De temps à autre, le lecteur se surprend à s’interroger sur un rapport entre deux éléments, ou sur une situation à la portée symbolique. À l’évidence, l’expérience de la réalité concrète des territoires sauvages du Wyoming s’oppose à la pratique de spectacle artificiel sous le chapiteau d’un cirque, entre le vécu des colons, et la mise en scène des artistes. Le lecteur peut voir un écho de ce contraste également lorsque la petite équipe de Texas Jack (Amy O’Hara, Ryan Greed, Kwakengoo et lui-même) se retrouve sous une pluie battante, par comparaison à la protection de la toile du chapiteau. Le scénariste développe ce thème de manière plus subtile et plus iconoclaste quand l’Amérindien Renard Gris et l’Afro-américain Kwakengoo constatent qu’ils accordent des valeurs très différentes aux pratiques de leurs ancêtres. Ces moments fugaces font également réfléchir le lecteur à la valeur à accorder, ou l’interprétation à donner à la présence du Marshal Sykes (homme mû par un profond besoin de justice véritable, ou héros trop beau arrivant au bon moment), Saül Gunsmoke en méchant d’opérette ou en individu animé par un mélange de besoin de revanche et de désir de réussite à faire légitimer par la société ? Le lecteur voit également comment la réalité se nourrit de la fiction (la légende de Texas Jack pour galvaniser les colons), et la fiction se nourrit de la réalité (le spectacle racontant de manière édulcorée et flatteuse sa mission contre Gunsmoke). Il se dit qu’il peut aussi y voir un récit aux accents psychologiques, avec le réflexe conditionné de Texas Jack de tirer sur des cibles mouvantes, mais aussi son blocage face à des cibles humaines. Ainsi de réflexions en idées, il prend conscience de la nature polymorphe des interprétations de ce récit.

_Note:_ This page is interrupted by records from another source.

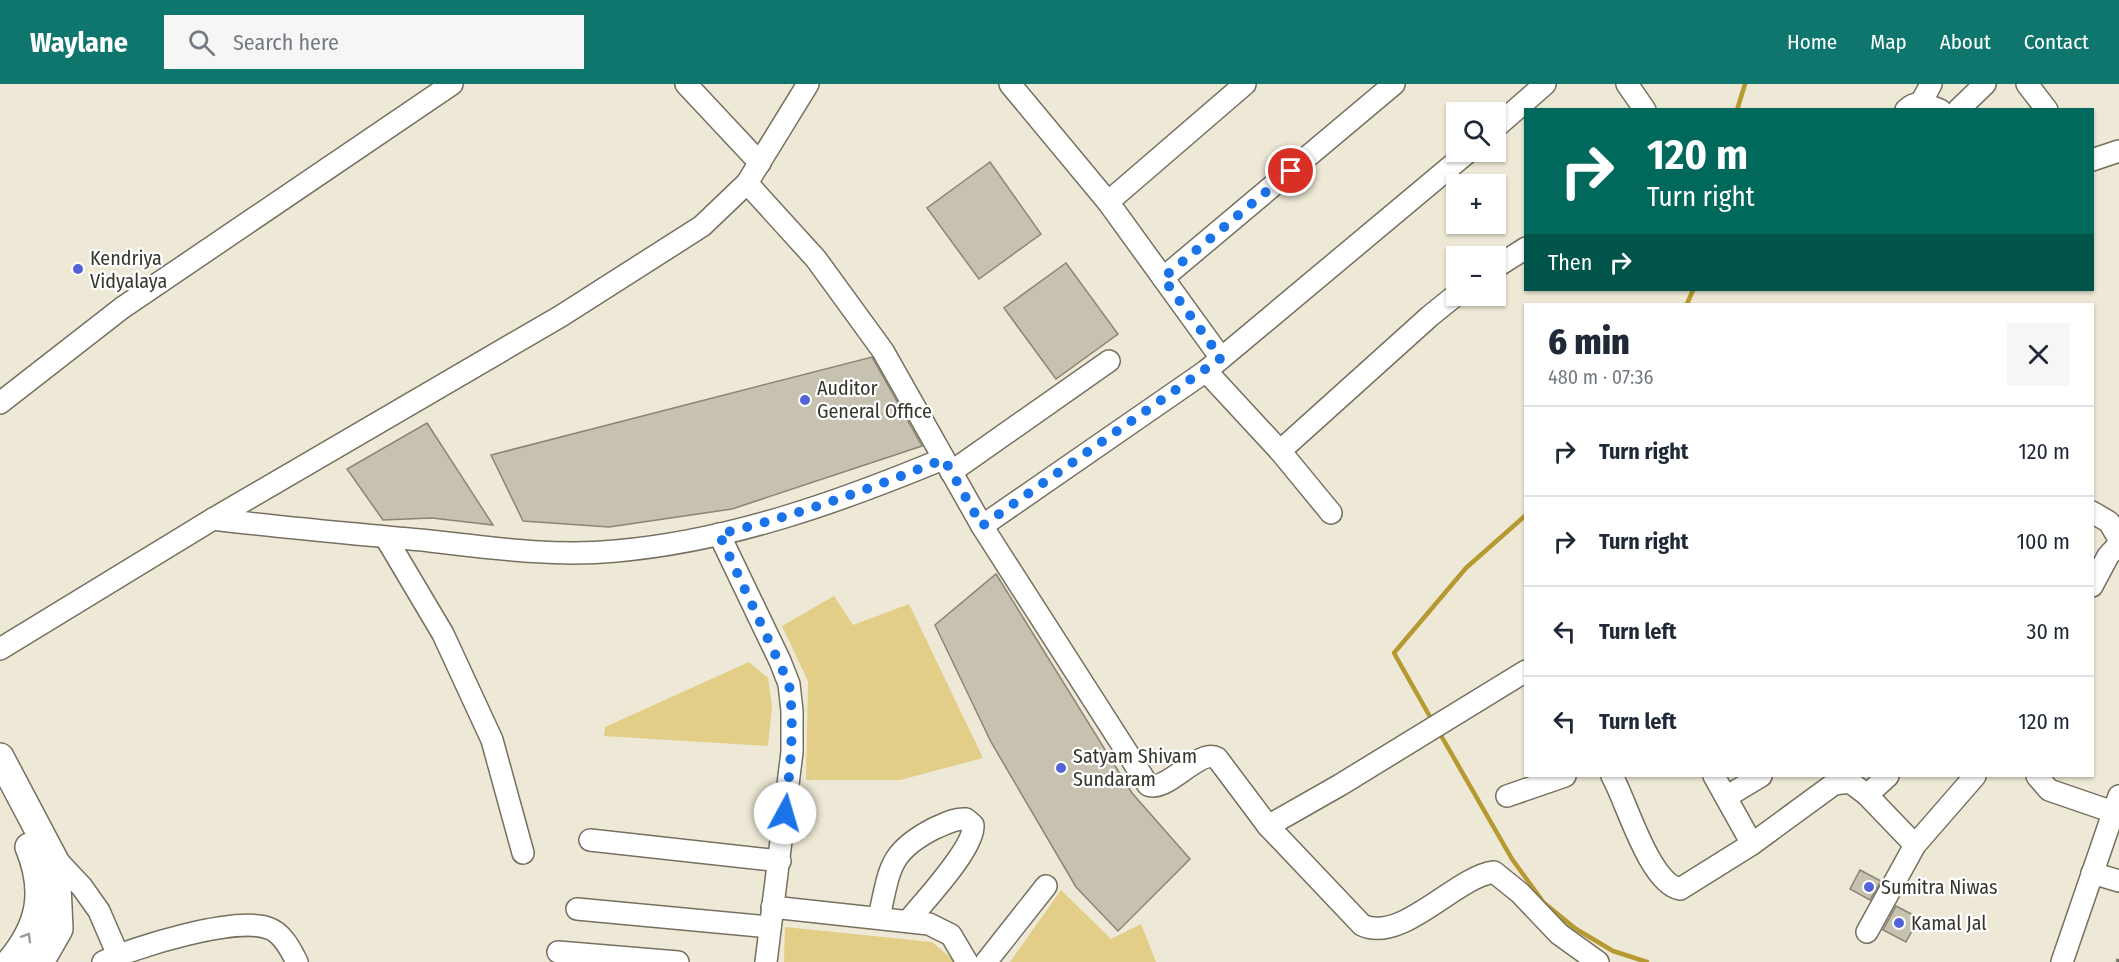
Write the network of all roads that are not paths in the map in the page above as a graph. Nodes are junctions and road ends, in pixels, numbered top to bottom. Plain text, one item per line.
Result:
1 (452, 84) edge
2 (686, 84) edge
3 (808, 84) edge
4 (1010, 84) edge
5 (1245, 84) edge
6 (1394, 84) edge
7 (1627, 84) edge
8 (1931, 84) edge
9 (1985, 84) edge
10 (2027, 84) edge
11 (1542, 85) edge
12 (1922, 107) edge
13 (1644, 108) edge
14 (1960, 108) edge
15 (2045, 108) edge
16 (1506, 119) edge
17 (2119, 151) edge
18 (2094, 159) edge
19 (1456, 162) edge
20 (760, 163) junction
21 (747, 183) junction
22 (1108, 202) junction
23 (1524, 249) edge
24 (1506, 261) edge
25 (1163, 278) junction
26 (1446, 304) edge
27 (1109, 361) dead end
28 (1214, 364) junction
29 (0, 403) edge
30 (1280, 451) junction
31 (947, 465) junction
32 (1331, 513) dead end
33 (2094, 513) edge
34 (213, 519) junction
35 (982, 526) junction
36 (719, 534) junction
37 (386, 538) junction
38 (2119, 539) edge
39 (2119, 544) edge
40 (2094, 582) edge
41 (0, 649) edge
42 (1524, 672) edge
43 (0, 757) edge
44 (1562, 777) edge
45 (1612, 777) edge
46 (1715, 777) edge
47 (1759, 777) edge
48 (1887, 777) edge
49 (1974, 777) edge
50 (2038, 777) edge
51 (1848, 779) edge
52 (0, 793) edge
53 (1867, 795) junction
54 (1507, 796) dead end
55 (1726, 797) junction
56 (2116, 804) edge
57 (1268, 826) junction
58 (590, 840) dead end
59 (1752, 844) junction
60 (1915, 845) junction
61 (523, 853) dead end
62 (52, 855) junction
63 (780, 861) junction
64 (2092, 873) junction
65 (2119, 881) edge
66 (1046, 886) dead end
67 (577, 909) dead end
68 (771, 917) junction
69 (879, 917) junction
70 (909, 920) junction
71 (1867, 932) dead end
72 (558, 952) dead end
73 (110, 958) edge
74 (10, 962) edge
75 (40, 962) edge
76 (297, 962) edge
77 (678, 962) edge
78 (766, 962) edge
79 (968, 962) edge
80 (987, 962) edge
81 (1598, 962) edge
82 (2062, 962) edge

1 - 29 street
2 - 20 street
3 - 20 street
4 - 22 street
5 - 22 street
6 - 25 street
7 - 13 street
8 - 12 street
9 - 14 street
10 - 15 street
11 - 16 street
17 - 18 street
19 - 28 street
20 - 21 street
21 - 31 street
21 - 34 street
22 - 25 street
23 - 24 street
25 - 28 street
26 - 30 street
27 - 31 street
28 - 30 street
28 - 35 street
30 - 32 street
31 - 35 street
31 - 36 street
33 - 38 street
34 - 37 street
34 - 41 street
35 - 57 street
36 - 37 street
36 - 63 street
37 - 61 street
39 - 40 street
42 - 57 street
43 - 62 main road
44 - 54 street
45 - 59 street
46 - 55 street
47 - 55 street
48 - 53 street
49 - 60 street
50 - 56 street
51 - 53 street
51 - 59 street
74 -> 52 main road
53 - 60 street
55 - 59 street
56 - 64 street
57 - 81 street
58 - 63 street
60 - 71 street
62 - 73 street
62 - 75 main road
63 - 68 street
64 - 65 street
64 - 82 street
66 - 80 street
67 - 68 street
68 - 69 street
68 - 78 street
69 - 70 street
69 - 70 street
70 - 79 street
72 - 77 street
73 - 76 street

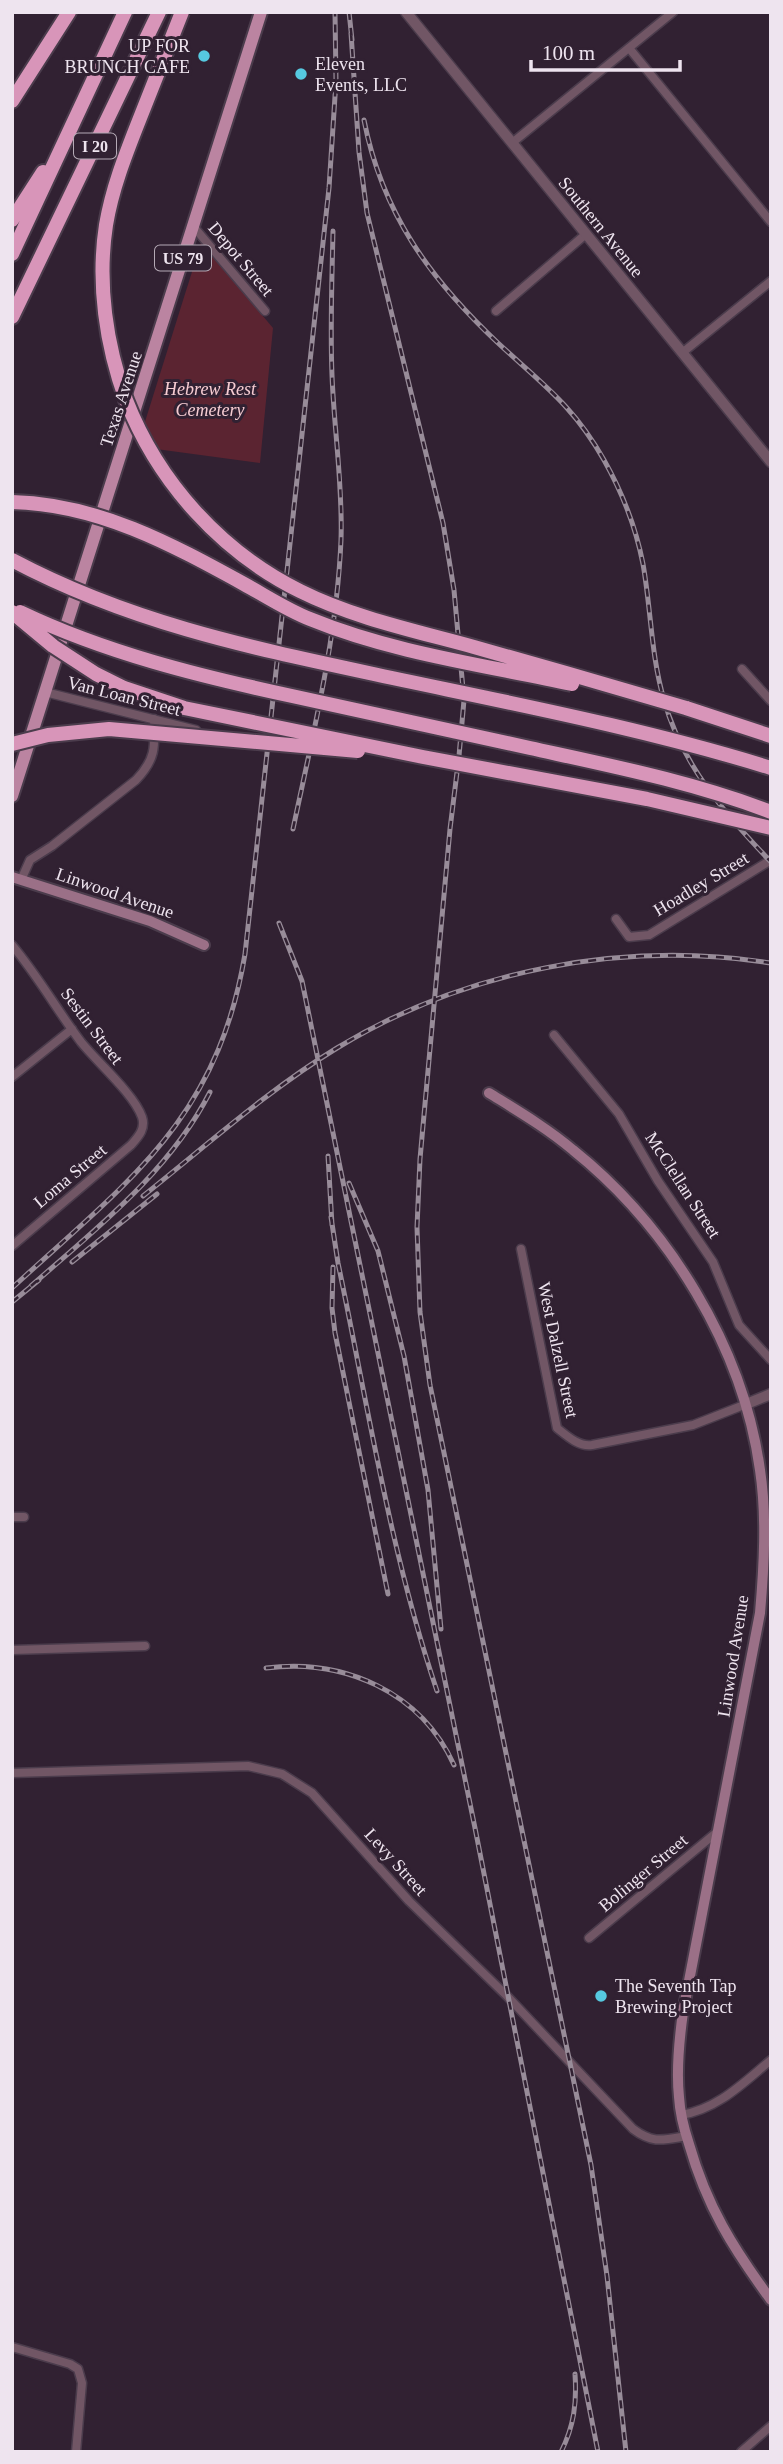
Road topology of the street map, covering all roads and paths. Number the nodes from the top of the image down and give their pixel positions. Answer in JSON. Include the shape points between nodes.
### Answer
{"nodes":[{"id":1,"x":69,"y":12,"type":"edge"},
{"id":2,"x":125,"y":12,"type":"edge"},
{"id":3,"x":159,"y":12,"type":"edge"},
{"id":4,"x":182,"y":12,"type":"edge"},
{"id":5,"x":261,"y":12,"type":"edge"},
{"id":6,"x":407,"y":12,"type":"edge"},
{"id":7,"x":673,"y":12,"type":"edge"},
{"id":8,"x":629,"y":48,"type":"junction"},
{"id":9,"x":12,"y":101,"type":"edge"},
{"id":10,"x":71,"y":126,"type":"junction"},
{"id":11,"x":512,"y":143,"type":"junction"},
{"id":12,"x":12,"y":220,"type":"edge"},
{"id":13,"x":771,"y":222,"type":"edge"},
{"id":14,"x":193,"y":226,"type":"junction"},
{"id":15,"x":586,"y":234,"type":"junction"},
{"id":16,"x":12,"y":254,"type":"edge"},
{"id":17,"x":771,"y":281,"type":"edge"},
{"id":18,"x":265,"y":311,"type":"dead end"},
{"id":19,"x":496,"y":311,"type":"dead end"},
{"id":20,"x":12,"y":317,"type":"edge"},
{"id":21,"x":682,"y":353,"type":"junction"},
{"id":22,"x":771,"y":462,"type":"edge"},
{"id":23,"x":12,"y":502,"type":"edge"},
{"id":24,"x":12,"y":560,"type":"edge"},
{"id":25,"x":12,"y":610,"type":"edge"},
{"id":26,"x":742,"y":669,"type":"dead end"},
{"id":27,"x":45,"y":692,"type":"junction"},
{"id":28,"x":771,"y":701,"type":"edge"},
{"id":29,"x":686,"y":708,"type":"junction"},
{"id":30,"x":154,"y":719,"type":"junction"},
{"id":31,"x":196,"y":730,"type":"dead end"},
{"id":32,"x":771,"y":736,"type":"edge"},
{"id":33,"x":12,"y":744,"type":"edge"},
{"id":34,"x":423,"y":757,"type":"junction"},
{"id":35,"x":771,"y":768,"type":"edge"},
{"id":36,"x":12,"y":796,"type":"edge"},
{"id":37,"x":771,"y":812,"type":"edge"},
{"id":38,"x":771,"y":828,"type":"edge"},
{"id":39,"x":771,"y":860,"type":"edge"},
{"id":40,"x":17,"y":879,"type":"edge"},
{"id":41,"x":616,"y":919,"type":"dead end"},
{"id":42,"x":12,"y":945,"type":"edge"},
{"id":43,"x":204,"y":945,"type":"dead end"},
{"id":44,"x":72,"y":1029,"type":"junction"},
{"id":45,"x":554,"y":1035,"type":"dead end"},
{"id":46,"x":12,"y":1077,"type":"edge"},
{"id":47,"x":489,"y":1093,"type":"dead end"},
{"id":48,"x":143,"y":1126,"type":"joint"},
{"id":49,"x":12,"y":1246,"type":"edge"},
{"id":50,"x":521,"y":1249,"type":"dead end"},
{"id":51,"x":771,"y":1360,"type":"edge"},
{"id":52,"x":771,"y":1394,"type":"edge"},
{"id":53,"x":744,"y":1405,"type":"junction"},
{"id":54,"x":12,"y":1517,"type":"edge"},
{"id":55,"x":24,"y":1517,"type":"dead end"},
{"id":56,"x":145,"y":1646,"type":"dead end"},
{"id":57,"x":12,"y":1650,"type":"edge"},
{"id":58,"x":12,"y":1773,"type":"edge"},
{"id":59,"x":717,"y":1832,"type":"junction"},
{"id":60,"x":589,"y":1938,"type":"dead end"},
{"id":61,"x":771,"y":2060,"type":"edge"},
{"id":62,"x":681,"y":2115,"type":"junction"},
{"id":63,"x":687,"y":2136,"type":"junction"},
{"id":64,"x":771,"y":2300,"type":"edge"},
{"id":65,"x":12,"y":2347,"type":"edge"},
{"id":66,"x":771,"y":2426,"type":"edge"},
{"id":67,"x":76,"y":2452,"type":"edge"},
{"id":68,"x":741,"y":2452,"type":"edge"}],
"edges":[{"from":1,"to":9,"type":"highway"},
{"from":2,"to":10,"type":"highway","number":"I 20"},
{"from":3,"to":20,"type":"highway","number":"I 20"},
{"from":4,"to":29,"type":"highway","bridge":true,"via":[[116,183],[103,267],[107,328],[116,370],[132,414],[165,475],[223,539],[300,591],[369,617]]},
{"from":5,"to":14,"type":"main road","name":"Texas Avenue","number":"US 79"},
{"from":6,"to":11,"type":"street","name":"Southern Avenue"},
{"from":7,"to":8,"type":"street"},
{"from":8,"to":11,"type":"street"},
{"from":8,"to":13,"type":"street"},
{"from":10,"to":12,"type":"highway"},
{"from":10,"to":16,"type":"highway","number":"I 20"},
{"from":11,"to":15,"type":"street","name":"Southern Avenue"},
{"from":14,"to":18,"type":"street","name":"Depot Street"},
{"from":14,"to":27,"type":"main road","name":"Texas Avenue","number":"US 79"},
{"from":15,"to":19,"type":"street"},
{"from":15,"to":21,"type":"street","name":"Southern Avenue"},
{"from":17,"to":21,"type":"street"},
{"from":21,"to":22,"type":"street","name":"Southern Avenue"},
{"from":23,"to":29,"type":"highway","bridge":true,"via":[[59,506],[128,526],[306,618],[370,642]]},
{"from":24,"to":35,"type":"highway","bridge":true,"via":[[117,607],[230,643],[606,722]]},
{"from":25,"to":34,"type":"highway","bridge":true,"via":[[74,660],[151,698]]},
{"from":25,"to":37,"type":"highway","bridge":true,"via":[[158,664],[701,787]]},
{"from":26,"to":28,"type":"street"},
{"from":27,"to":30,"type":"street","name":"Van Loan Street"},
{"from":27,"to":36,"type":"main road","name":"Texas Avenue","number":"US 79"},
{"from":29,"to":32,"type":"highway"},
{"from":30,"to":31,"type":"street","name":"Van Loan Street"},
{"from":30,"to":40,"type":"street","via":[[153,753],[145,771],[30,860]]},
{"from":33,"to":34,"type":"highway","bridge":true,"via":[[109,729]]},
{"from":34,"to":38,"type":"highway","bridge":true,"via":[[647,799]]},
{"from":39,"to":41,"type":"street","name":"Hoadley Street","via":[[649,935],[629,937]]},
{"from":40,"to":43,"type":"main road","name":"Linwood Avenue","via":[[150,921]]},
{"from":42,"to":44,"type":"street","name":"Sestin Street"},
{"from":44,"to":46,"type":"street"},
{"from":44,"to":48,"type":"street","name":"Sestin Street","via":[[136,1105]]},
{"from":45,"to":51,"type":"street","name":"McClellan Street","via":[[619,1114],[713,1262],[739,1325]]},
{"from":47,"to":53,"type":"main road","name":"Linwood Avenue","via":[[574,1150],[648,1224],[713,1323]]},
{"from":48,"to":49,"type":"street","name":"Loma Street","via":[[124,1151]]},
{"from":50,"to":53,"type":"street","name":"West Dalzell Street","via":[[557,1428],[568,1437],[587,1446],[693,1425]]},
{"from":52,"to":53,"type":"street"},
{"from":53,"to":59,"type":"main road","name":"Linwood Avenue","via":[[763,1492],[763,1580]]},
{"from":54,"to":55,"type":"street"},
{"from":56,"to":57,"type":"street"},
{"from":58,"to":63,"type":"street","name":"Levy Street","via":[[247,1766],[282,1774],[312,1793],[410,1901],[633,2129],[657,2141]]},
{"from":59,"to":60,"type":"street","name":"Bolinger Street"},
{"from":59,"to":62,"type":"main road","name":"Linwood Avenue","via":[[682,2012]]},
{"from":61,"to":62,"type":"street","via":[[719,2103]]},
{"from":62,"to":63,"type":"main road","name":"Linwood Avenue"},
{"from":63,"to":64,"type":"main road","name":"Linwood Avenue","via":[[720,2224]]},
{"from":65,"to":67,"type":"street","via":[[78,2369],[82,2382]]},
{"from":66,"to":68,"type":"street"}]}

Fallait-il vraiment une extension au récit ayant constitué la première collaboration de ces auteurs, avec de personnages récurrents ? Cette question quitte bien vite l’esprit du lecteur qui profite des paysages naturels, du grand Ouest, des codes Western bien mis en scène et retrouvant du sens, de la narration visuelle à la fois iconique, à la fois personnelle. Il se laisse donc troubler par ces grands horizons, ressentant peu à peu que les événements se prêtent bien à une comparaison entre réalité de la vie des colons et artifice des spectacles de Texas Jack, puis à d’autres réflexions plus élaborées sur l’ambition, les valeurs, le code moral, le sens. Épique et intime.